Record excerpts
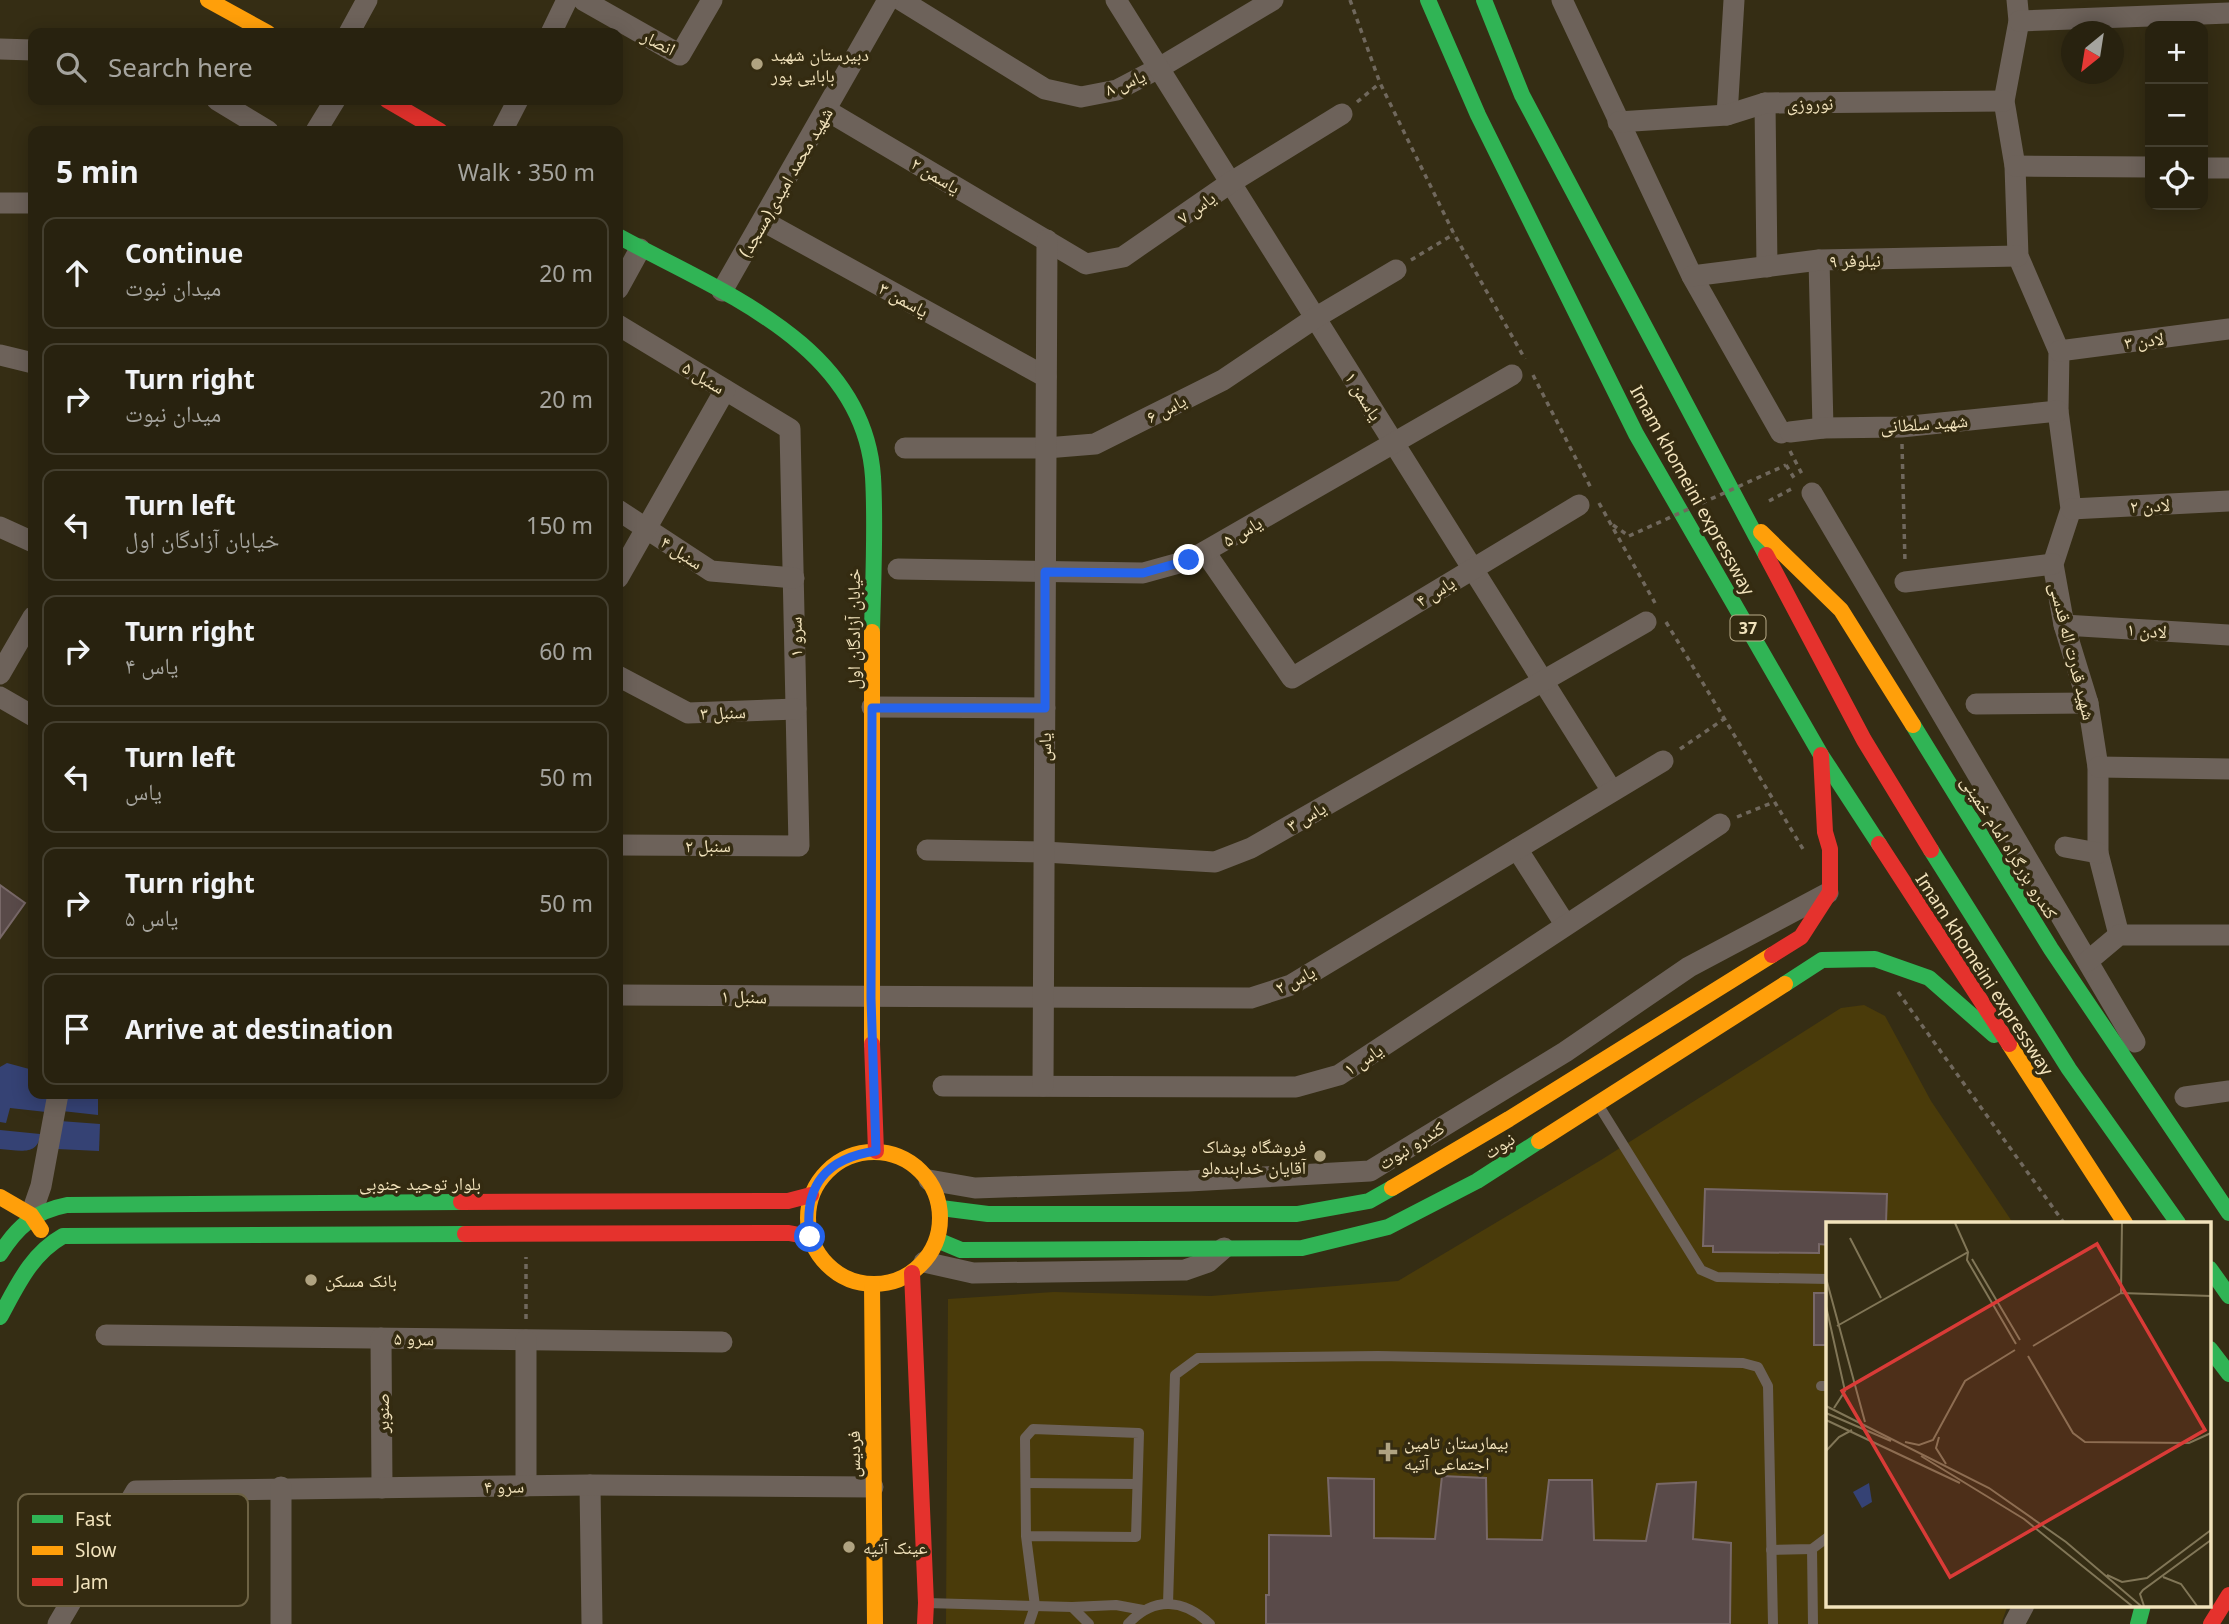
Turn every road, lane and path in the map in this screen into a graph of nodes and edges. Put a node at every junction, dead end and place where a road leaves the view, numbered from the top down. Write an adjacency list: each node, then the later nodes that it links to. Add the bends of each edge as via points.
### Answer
1 (208, 0): 18 (main road)
2 (367, 0): 19 (street)
3 (567, 0): 20 (street)
4 (583, 0): 5 (street, انصار, via 680,55)
5 (712, 0)
6 (888, 0): 33 (street, (مسجد)شهید محمد امیدی)
7 (901, 0): 24 (street, یاس ۸, via 1045,89 1081,97 1117,90)
8 (1116, 0): 24 (street, یاسمن ۱)
9 (1273, 0): 24 (street, یاس ۸)
10 (1350, 0): 25 (path)
11 (1428, 0): 21 (main road, Imam khomeini expressway / 37)
12 (1484, 0): 17 (main road, Imam khomeini expressway)
13 (1562, 0): 37 (street)
14 (1734, 0): 36 (street)
15 (2018, 10): 16 (street); 27 (street, شهید قدرت اله قدسی)
16 (2229, 13)
17 (1492, 19): 21 (main road, via 1493,42 1481,58 1463,57); 26 (main road, Imam khomeini expressway)
18 (259, 28)
19 (352, 28)
20 (553, 28)
21 (1442, 32): 35 (main road, Imam khomeini expressway / 37)
22 (0, 49): 23 (street)
23 (28, 50)
24 (1159, 68): 46 (street, یاسمن ۱)
25 (1380, 83): 34 (path); 50 (path)
26 (1522, 95): 35 (main road, via 1507,76 1491,76 1475,90); 83 (main road, Imam khomeini expressway)
27 (2004, 101): 28 (street, نوروزی); 42 (street, شهید قدرت اله قدسی)
28 (1765, 103): 36 (street, نوروزی); 56 (street)
29 (225, 105): 38 (street)
30 (332, 105): 39 (street)
31 (396, 105): 40 (main road)
32 (515, 105): 41 (street)
33 (826, 110): 49 (street, (مسجد)شهید محمد امیدی); 52 (street, یاسمن ۲)
34 (1342, 114): 46 (street, یاس ۷)
35 (1478, 115): 111 (main road, Imam khomeini expressway / 37, via 1636,434)
36 (1727, 115): 37 (street, نوروزی)
37 (1618, 122): 58 (street)
38 (260, 126)
39 (319, 126)
40 (431, 126)
41 (505, 126)
42 (2015, 166): 43 (street); 54 (street, شهید قدرت اله قدسی)
43 (2145, 167)
44 (2208, 167): 45 (street)
45 (2229, 168)
46 (1230, 183): 52 (street, یاس ۷, via 1123,257 1086,264); 61 (street, یاسمن ۱)
47 (0, 203): 48 (street)
48 (28, 203)
49 (762, 221): 60 (street, (مسجد)شهید محمد امیدی); 68 (street, یاسمن ۳)
50 (1454, 234): 57 (path); 84 (path)
51 (623, 239): 53 (main road, خیابان آزادگان اول)
52 (1047, 240): 68 (street, یاس)
53 (640, 249): 59 (street); 60 (main road, خیابان آزادگان اول)
54 (2018, 256): 55 (street, نیلوفر ۹); 64 (street, شهید قدرت اله قدسی)
55 (1818, 260): 56 (street, نیلوفر ۹); 72 (street)
56 (1767, 267): 58 (street, نیلوفر ۹)
57 (1396, 270): 61 (street, یاس ۶)
58 (1692, 276): 74 (street)
59 (623, 280)
60 (722, 291): 106 (main road, خیابان آزادگان اول, via 799,341 830,369 853,404 867,440 873,476)
61 (1315, 318): 75 (street, یاسمن ۱); 77 (street, یاس ۶, via 1223,380 1095,444)
62 (623, 328): 69 (street, سنبل ۵)
63 (2229, 329): 64 (street, لادن ۳)
64 (2059, 351): 70 (street, شهید قدرت اله قدسی)
65 (0, 355): 66 (street)
66 (28, 362)
67 (1512, 375): 75 (street, یاس ۵)
68 (1046, 377): 77 (street, یاس)
69 (725, 390): 73 (street, سنبل ۵); 86 (street)
70 (2058, 411): 71 (street, شهید سلطانی); 81 (street, شهید قدرت اله قدسی)
71 (1902, 427): 72 (street, شهید سلطانی); 95 (path)
72 (1823, 428): 74 (street, شهید سلطانی)
73 (790, 429): 94 (street, سرو ۱)
74 (1786, 433): 78 (path)
75 (1394, 444): 88 (street, یاس ۵); 91 (street, یاسمن ۱)
76 (905, 448): 77 (street, یاس ۶)
77 (1046, 448): 93 (street, یاس)
78 (1812, 493): 131 (street)
79 (2229, 501): 81 (street, لادن ۲)
80 (1579, 505): 91 (street, یاس ۴)
81 (2071, 509): 89 (street, شهید قدرت اله قدسی)
82 (623, 513): 86 (street, سنبل ۴)
83 (1744, 515): 84 (path, bridge, via 1798,485 1786,465 1629,536); 148 (main road, کندرو بزرگراه امام خمینی, via 1842,610 2051,949); 152 (main road, Imam khomeini expressway, via 1864,740 1990,946 2069,1069)
84 (1607, 517): 96 (path)
85 (0, 527): 87 (street)
86 (647, 529): 92 (street); 94 (street, سنبل ۴, via 711,571)
87 (28, 540)
88 (1205, 552): 91 (street, یاس ۴, via 1292,678); 93 (street, یاس ۵, via 1143,573)
89 (2053, 564): 95 (street); 97 (street, شهید قدرت اله قدسی)
90 (898, 569): 93 (street, یاس ۵)
91 (1472, 569): 102 (street, یاسمن ۱)
92 (623, 570)
93 (1045, 572): 107 (street, یاس)
94 (794, 578): 108 (street, سرو ۱)
95 (1905, 582)
96 (1654, 614): 102 (street, یاس ۳); 110 (path)
97 (2064, 625): 99 (street, لادن ۱); 104 (street, شهید قدرت اله قدسی)
98 (28, 626): 100 (street)
99 (2229, 635)
100 (0, 674)
101 (623, 679): 108 (street, سنبل ۳, via 688,713)
102 (1543, 682): 115 (street, یاسمن ۱); 123 (street, یاس ۳, via 1251,848 1215,862)
103 (0, 697): 109 (street)
104 (2088, 703): 105 (street); 113 (street, شهید قدرت اله قدسی)
105 (1976, 704)
106 (872, 708): 107 (street); 133 (main road, خیابان آزادگان اول)
107 (1045, 708): 123 (street, یاس)
108 (796, 709): 119 (street, سرو ۱)
109 (28, 713)
110 (1724, 719): 112 (path); 116 (path)
111 (1821, 755): 126 (main road); 136 (main road, Imam khomeini expressway / 37)
112 (1663, 761): 115 (street, یاس ۲)
113 (2098, 767): 114 (street); 124 (street, شهید قدرت اله قدسی)
114 (2229, 769)
115 (1612, 791): 121 (street, یاس ۲)
116 (1774, 802): 117 (path); 125 (path)
117 (1720, 824): 127 (street, یاس ۱)
118 (623, 845): 119 (street, سنبل ۲)
119 (799, 846)
120 (2065, 847): 124 (street)
121 (1517, 849): 127 (street); 134 (street, یاس ۲, via 1291,985 1251,998)
122 (927, 850): 123 (street, یاس ۳)
123 (1044, 852): 134 (street, یاس)
124 (2098, 853): 128 (street, شهید قدرت اله قدسی)
125 (1809, 858)
126 (1830, 892): 144 (street, کندرو نبوت, via 1689,967 1564,1052 1370,1171 975,1188); 147 (main road, نبوت, via 1801,937 1509,1119 1369,1200 1297,1214 988,1214)
127 (1565, 924): 138 (street, یاس ۱, via 1339,1075 1296,1087)
128 (2119, 935): 129 (street); 131 (street)
129 (2229, 935)
130 (1874, 959): 136 (main road, نبوت, via 1929,978); 142 (main road, نبوت, via 1822,960); 150 (path)
131 (2088, 961): 135 (street)
132 (623, 995): 133 (street, سنبل ۱)
133 (871, 998): 134 (street, یاس ۲); 143 (main road, خیابان آزادگان اول)
134 (1043, 998): 138 (street, یاس)
135 (2135, 1042)
136 (2012, 1051): 151 (main road, Imam khomeini expressway / 37)
137 (943, 1086): 138 (street, یاس ۱)
138 (1043, 1086)
139 (2229, 1091): 140 (street)
140 (2185, 1097)
141 (57, 1099): 149 (street)
142 (1597, 1104): 157 (main road, نبوت, via 1477,1181 1388,1227 1302,1248); 161 (lane, via 1700,1270 1717,1277)
143 (876, 1151): 144 (main road, via 897,1155); 145 (main road, via 836,1163)
144 (929, 1180): 147 (main road)
145 (811, 1195): 149 (main road, بلوار توحید جنوبی, via 789,1201 81,1203); 154 (main road)
146 (0, 1197): 149 (main road)
147 (941, 1208): 155 (main road)
148 (2229, 1213)
149 (31, 1215): 156 (main road); 158 (main road, via 12,1233)
150 (2063, 1222)
151 (2124, 1222)
152 (2177, 1222)
153 (526, 1234): 154 (main road, via 789,1233); 156 (main road, via 82,1235); 167 (path)
154 (810, 1237): 162 (main road, via 834,1271 852,1281)
155 (937, 1241): 157 (main road, نبوت, via 961,1250); 160 (main road)
156 (49, 1242): 164 (main road)
157 (1224, 1248): 160 (street, via 1208,1262 1185,1270 973,1273)
158 (0, 1254)
159 (2213, 1260): 163 (main road)
160 (918, 1267): 162 (main road, via 893,1282); 184 (main road)
161 (1826, 1279)
162 (872, 1284): 176 (main road, فردیس)
163 (2229, 1296)
164 (0, 1317)
165 (106, 1335): 166 (street, سرو ۵)
166 (381, 1338): 167 (street, سرو ۵); 177 (street, صنوبر)
167 (526, 1340): 168 (street, سرو ۵); 174 (street)
168 (722, 1342)
169 (2212, 1352): 170 (main road)
170 (2229, 1374)
171 (1026, 1483): 172 (lane); 172 (lane, via 1025,1438 1033,1429 1139,1433); 179 (lane)
172 (1138, 1484): 179 (lane, via 1136,1537)
173 (590, 1485): 174 (street, سرو ۴); 176 (street, سرو ۴); 195 (street)
174 (526, 1486): 177 (street, سرو ۴)
175 (281, 1487): 177 (street, سرو ۴); 178 (street, سرو ۴); 194 (street)
176 (873, 1487): 196 (main road, فردیس)
177 (382, 1488)
178 (134, 1494)
179 (1026, 1536): 187 (lane)
180 (1826, 1538): 181 (lane)
181 (1812, 1549): 182 (lane); 203 (lane)
182 (1771, 1550): 185 (lane, via 1768,1386 1758,1367 1743,1363 1391,1357 1198,1358 1175,1375); 202 (lane)
183 (2229, 1594): 192 (main road)
184 (926, 1603): 187 (lane); 197 (main road)
185 (1168, 1604): 191 (lane); 201 (lane, via 1198,1612)
186 (69, 1606): 193 (street, سرو ۴)
187 (1035, 1606): 190 (lane); 198 (lane)
188 (2023, 1606): 204 (street)
189 (2143, 1606): 205 (main road)
190 (1072, 1607): 191 (lane, via 1116,1605); 199 (lane)
191 (1143, 1610): 200 (lane)
192 (2212, 1614)
193 (58, 1624)
194 (281, 1624)
195 (592, 1624)
196 (874, 1624)
197 (925, 1624)
198 (1029, 1624)
199 (1089, 1624)
200 (1128, 1624)
201 (1210, 1624)
202 (1773, 1624)
203 (1813, 1624)
204 (2014, 1624)
205 (2138, 1624)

Task instructions
Looking at the entries above, copy out every line in which "مسجد" occurs.

Exercise response
6 (888, 0): 33 (street, (مسجد)شهید محمد امیدی)
33 (826, 110): 49 (street, (مسجد)شهید محمد امیدی); 52 (street, یاسمن ۲)
49 (762, 221): 60 (street, (مسجد)شهید محمد امیدی); 68 (street, یاسمن ۳)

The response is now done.